Many ISPs have pretty shitty DNS resolvers. Sometimes they act as fake DNS, sometimes they are just poorly configured. And it’s even worse on hotspots with captive portals.

Part of the solution is to use DNSSEC… but it’s not that easy. Of course, Unbound can be installed in a matter of minutes, but it’s not necessary a good idea to always use a full resolver instead of the ISP caching resolvers, and it can break on hotel networks as it can’t resolve the (bad) hostname of the captive portal.

A nice solution is to use DNSSEC-trigger:

Dnssec-trigger reconfigures the local unbound DNS server. This unbound DNS server performs DNSSEC validation, but dnssec-trigger will signal it to use the DHCP obtained forwarders if possible, and fallback to doing its own AUTH queries if that fails, and if that fails prompt the user via dnssec-trigger-applet the option to go with insecure DNS only.

DNSSEC-trigger can also detect hotspots with captive portals, open the login page, and wait until login before configuring Unbound correctly. An excellent introduction to this awesome tool is available in French on Stéphane Bortzmeyer’s blog and in English on Jan-Piet Mens’s blog.

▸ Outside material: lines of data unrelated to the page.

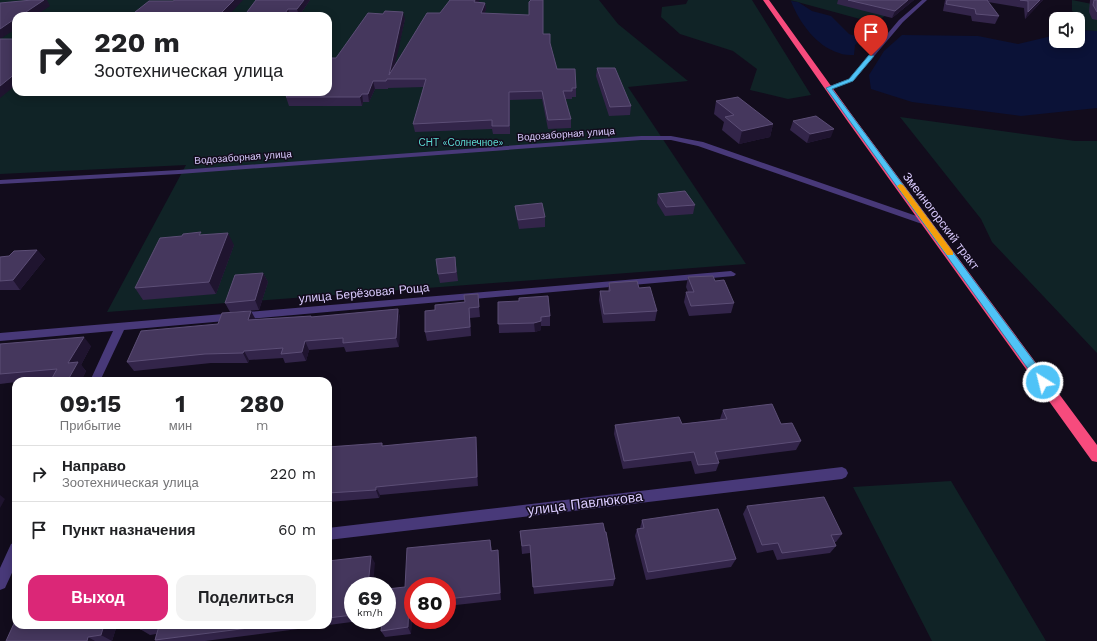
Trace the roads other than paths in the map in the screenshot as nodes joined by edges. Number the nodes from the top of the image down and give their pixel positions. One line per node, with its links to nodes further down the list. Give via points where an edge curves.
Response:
1 (766, 0): 3 (highway, Змеиногорский тракт)
2 (925, 0): 3 (street, via 901,21 851,80)
3 (829, 88): 5 (highway, Змеиногорский тракт)
4 (0, 182): 5 (street, Водозаборная улица, via 671,138 700,144)
5 (928, 223): 10 (highway, Змеиногорский тракт)
6 (731, 274): 7 (street, улица Берёзовая Роща)
7 (120, 327): 8 (street, улица Берёзовая Роща); 9 (street)
8 (0, 337)
9 (97, 377)
10 (1097, 456)
11 (842, 473): 12 (street, улица Павлюкова)
12 (332, 534)
13 (12, 558): 14 (street)
14 (5, 574)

Installing it on Arch Linux is quite easy as it’s already packaged on the AUR:

$ yaourt -S dnssec-trigger

However this only works with Network Manager or netconfig. Which sucks as I only use plain-old dhcpcd and wpa_supplicant. Luckily, it’s actually quite easy to get it working with dhcpcd: you only need a script started by dhcpcd that will tell the dnssec-trigger daemon about the IP addresses of the new DNS servers, and to disable a call to a Network Manager-specific script when the dnssec-trigger daemon is started. Long story short, just copy this to /usr/lib/dhcpcd/dhcpcd-hooks/19-dnssec-trigger:

# Notify dnssec-trigger about the new DNS IPs

run_dnssec_trigger()
{
    syslog info "dnssec-trigger(dhcpcd) detected $interface DNS $new_domain_name_servers"
    dnssec-trigger-control submit "$new_domain_name_servers"
}

# For ease of use, map DHCP6 names onto our DHCP4 names
case "$reason" in
BOUND6|RENEW6|REBIND6|REBOOT6|INFORM6)
    new_domain_name_servers="$new_dhcp6_name_servers"
    ;;
esac

if $if_up || [ "$reason" = ROUTERADVERT ]; then
    run_dnssec_trigger
fi

And delete the ExecStartPost= line from /usr/lib/systemd/system/dnssec-triggerd.service (the best way is to copy it to /etc/systemd/system/dnssec-triggerd.service). Now reload systemd and start dnssec-triger:

# systemctl daemon-reload
# systemctl start dnssec-triggerd

I’ve been running this for almost 2 months, and it works flawlessly.